• Requirement:
If a line of the records contains the word "canvas", list it.

• Records provided:
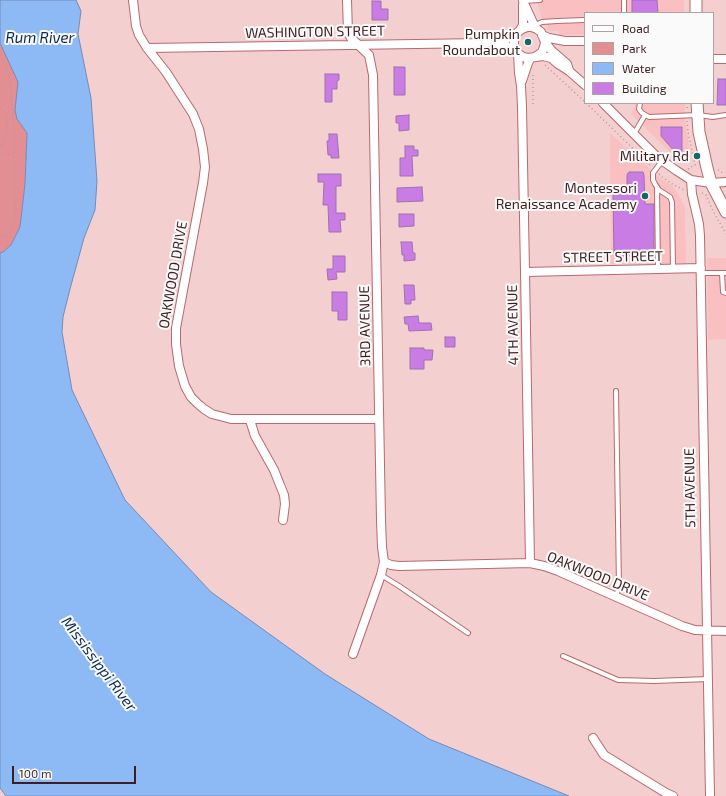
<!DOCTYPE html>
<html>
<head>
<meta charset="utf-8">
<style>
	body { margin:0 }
	#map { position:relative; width:726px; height:796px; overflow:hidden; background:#f3cfd0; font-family:"Exo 2",sans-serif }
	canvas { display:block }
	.legend { position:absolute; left:584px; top:12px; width:130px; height:92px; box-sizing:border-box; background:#fafafa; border:1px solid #afa2a3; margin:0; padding:5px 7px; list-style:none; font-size:12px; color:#3f1e21 }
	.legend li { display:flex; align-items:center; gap:8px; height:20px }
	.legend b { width:20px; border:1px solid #afa2a3 }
	.scale { position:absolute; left:12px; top:766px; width:124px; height:18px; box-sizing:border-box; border:2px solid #3f1e21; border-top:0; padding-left:5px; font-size:12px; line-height:14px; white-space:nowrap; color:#3f1e21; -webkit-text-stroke:3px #fafafa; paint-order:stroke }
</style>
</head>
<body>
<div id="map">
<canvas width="726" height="796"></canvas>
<ul class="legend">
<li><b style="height:5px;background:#fff"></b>Road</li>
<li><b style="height:11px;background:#e38e93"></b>Park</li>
<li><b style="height:11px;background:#8db9f5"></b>Water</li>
<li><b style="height:11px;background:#c87ce4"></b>Building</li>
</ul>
<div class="scale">100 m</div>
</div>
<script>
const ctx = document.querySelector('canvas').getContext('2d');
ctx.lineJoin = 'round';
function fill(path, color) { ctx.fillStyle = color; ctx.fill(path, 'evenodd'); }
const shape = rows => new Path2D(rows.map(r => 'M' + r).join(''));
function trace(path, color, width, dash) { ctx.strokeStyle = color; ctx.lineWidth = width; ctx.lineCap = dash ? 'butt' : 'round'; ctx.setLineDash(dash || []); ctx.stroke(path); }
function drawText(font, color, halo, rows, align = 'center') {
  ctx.font = font + ' "Exo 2",sans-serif'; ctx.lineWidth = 4; ctx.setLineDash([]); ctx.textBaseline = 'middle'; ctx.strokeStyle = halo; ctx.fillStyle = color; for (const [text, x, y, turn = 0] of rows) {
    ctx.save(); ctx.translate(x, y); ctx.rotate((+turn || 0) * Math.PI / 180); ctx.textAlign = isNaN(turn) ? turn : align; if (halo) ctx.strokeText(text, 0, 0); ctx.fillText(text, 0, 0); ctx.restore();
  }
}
fill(shape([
	[537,0,684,0,684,13,585,13,585,35,559,35,559,31,549,31,541,16],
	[636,103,685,103,685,121,691,157,680,162,631,114],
	[610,133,660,178,673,186,685,206,686,264,611,264],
	[707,258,726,258,726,339,708,340]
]), '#fac0c1');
fill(shape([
	[0,43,18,82,15,110,18,119,27,133,25,185,20,227,11,245,3,252,0,253]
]), '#e38e93');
const water = shape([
	[0,0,76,0,81,11,78,34,91,98,97,181,95,210,84,238,70,289,63,317,62,332,72,390,125,500,211,592,325,674,429,739,569,796,6,796,0,788,0,253,3,252,11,245,20,227,25,184,27,133,17,119,15,110,18,82,0,43,0,0]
]);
fill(water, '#8db9f5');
trace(water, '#768ab5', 1);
const building = shape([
	[632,0,657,0,658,13,632,13,632,0],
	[372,1,381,1,381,9,388,9,388,20,372,20,372,1],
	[394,67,405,67,405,95,394,95,394,67],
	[325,74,339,74,339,80,337,81,337,89,332,89,332,102,325,102,325,74],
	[718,79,726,79,726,105,717,105,718,79],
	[409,115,409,130,399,131,399,123,396,123,396,116,409,115],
	[661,127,682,127,682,160,661,136,661,127],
	[329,134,337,134,339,158,331,158,331,155,328,155,327,141,329,141,329,134],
	[405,146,414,146,414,150,418,150,418,156,412,156,413,176,400,176,400,158,405,158,405,146],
	[630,172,643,172,644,175,645,204,654,204,654,256,614,256,613,194,627,194,627,175,628,173,630,172],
	[318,174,341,174,341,186,336,186,336,213,345,213,345,220,340,220,341,232,329,232,328,205,323,205,324,182,318,182,318,174],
	[422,187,423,201,397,202,397,188,422,187],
	[399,214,414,214,414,226,399,227,399,214],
	[401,242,412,242,413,253,415,253,415,260,404,261,404,255,402,255,401,242],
	[333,256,345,256,345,272,336,272,337,279,328,280,327,269,333,269,333,256],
	[404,285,414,285,415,300,411,300,411,304,405,304,404,285],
	[332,292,347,292,347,320,338,320,338,311,332,311,332,292],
	[418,316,419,323,431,323,432,330,409,331,408,324,405,324,404,317,418,316],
	[445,337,455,337,455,347,445,347,445,337],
	[410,348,424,348,424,350,433,350,432,360,424,360,424,369,410,369,410,348]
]);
fill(building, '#c87ce4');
trace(building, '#9e72af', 1);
const lane = shape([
	[624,0,624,13],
	[523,1,540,0],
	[535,25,542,22,557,21,585,20],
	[640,103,639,109,642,113,649,117,698,115,713,117,726,115],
	[634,134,645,115],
	[662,161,653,173,653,180,655,184,659,190,670,197,672,202,673,269],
	[657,188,658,269],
	[701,273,726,273],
	[722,273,723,292,726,293],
	[381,575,399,586,468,633],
	[616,596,619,587,616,391],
	[563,656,618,680,655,681,708,679]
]);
const street = shape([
	[133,0,136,26,139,35,147,48,166,72,193,114,199,129,203,149,205,167,203,183,176,328,176,344,179,366,185,386,191,397,197,403,204,409,212,414,231,419,379,419],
	[347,0,348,33,351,38,369,55,373,75,381,520,382,547,384,562,381,575,353,654],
	[523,1,534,25,538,30],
	[520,30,523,25,523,5],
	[542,35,549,38,565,41,585,41],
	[545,42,551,50,567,64,569,70],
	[493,44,507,46,516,50],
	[147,48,484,43,503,40,511,37,516,34],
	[518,53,519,73,521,86,522,107,525,272,530,563],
	[535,57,542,52,544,47,545,42,541,32,537,29,532,27,527,27,522,29,518,32,515,36,514,41,514,46,516,50,519,54,523,57,528,58,543,56,551,58,558,64,569,71,585,85],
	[713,59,726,59],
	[522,81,528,63,531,58],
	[603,103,657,157,677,171,691,180,711,183,726,182],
	[691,180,692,194,699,224,700,236,710,796],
	[525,272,701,268],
	[250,420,255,436,274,470,284,495,285,504,283,520],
	[384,562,391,565,399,566,530,563,544,566,558,571,682,626,695,630,726,631],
	[593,738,604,755,666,793,673,796]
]);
const secondary = shape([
	[696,0,696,13],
	[697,103,699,132,707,168,711,183,726,212]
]);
trace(lane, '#b8696e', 6);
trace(street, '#b8696e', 10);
trace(secondary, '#b8696e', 13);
trace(shape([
	[0,55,9,74,11,90,14,132,14,198,16,209,12,227,8,235,0,238],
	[545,65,585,102],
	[533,75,533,107],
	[586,103,651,166],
	[687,103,687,109],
	[0,108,4,112,8,122,5,136,0,147],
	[687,121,688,132,695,165,689,168,688,170],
	[0,154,14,155],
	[718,170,721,171,723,175],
	[659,174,662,177,674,185,684,190],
	[702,193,706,195,713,211,726,234]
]), '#b99697', 1.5, [1, 3]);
trace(lane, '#fff', 4);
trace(street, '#fff', 8);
trace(secondary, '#fff', 11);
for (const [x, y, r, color] of [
	[528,42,4,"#166567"],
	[697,156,4,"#166567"],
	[645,196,4,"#166567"]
]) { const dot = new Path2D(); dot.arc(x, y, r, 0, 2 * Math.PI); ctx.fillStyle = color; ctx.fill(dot); trace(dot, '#fafafa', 1.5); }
drawText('14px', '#3f1e21', '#fafafa', [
	["WASHINGTON STREET",315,32,-1],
	["STREET STREET",613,257,-1],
	["OAKWOOD DRIVE",173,275,-80],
	["4TH AVENUE",513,325,-91],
	["3RD AVENUE",365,326,-91],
	["5TH AVENUE",690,488,-91],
	["OAKWOOD DRIVE",598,576,22]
]);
drawText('14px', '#3f1e21', '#fafafa', [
	["Pumpkin",520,34],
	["Roundabout",520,50],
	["Military Rd",689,156],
	["Montessori",637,188],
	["Renaissance Academy",637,204]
], 'right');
drawText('italic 15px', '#0c294f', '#fafafa', [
	["Rum River",40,38],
	["Mississippi River",99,664,53]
]);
</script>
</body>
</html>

• Reply:
	canvas { display:block }
<canvas width="726" height="796"></canvas>
const ctx = document.querySelector('canvas').getContext('2d');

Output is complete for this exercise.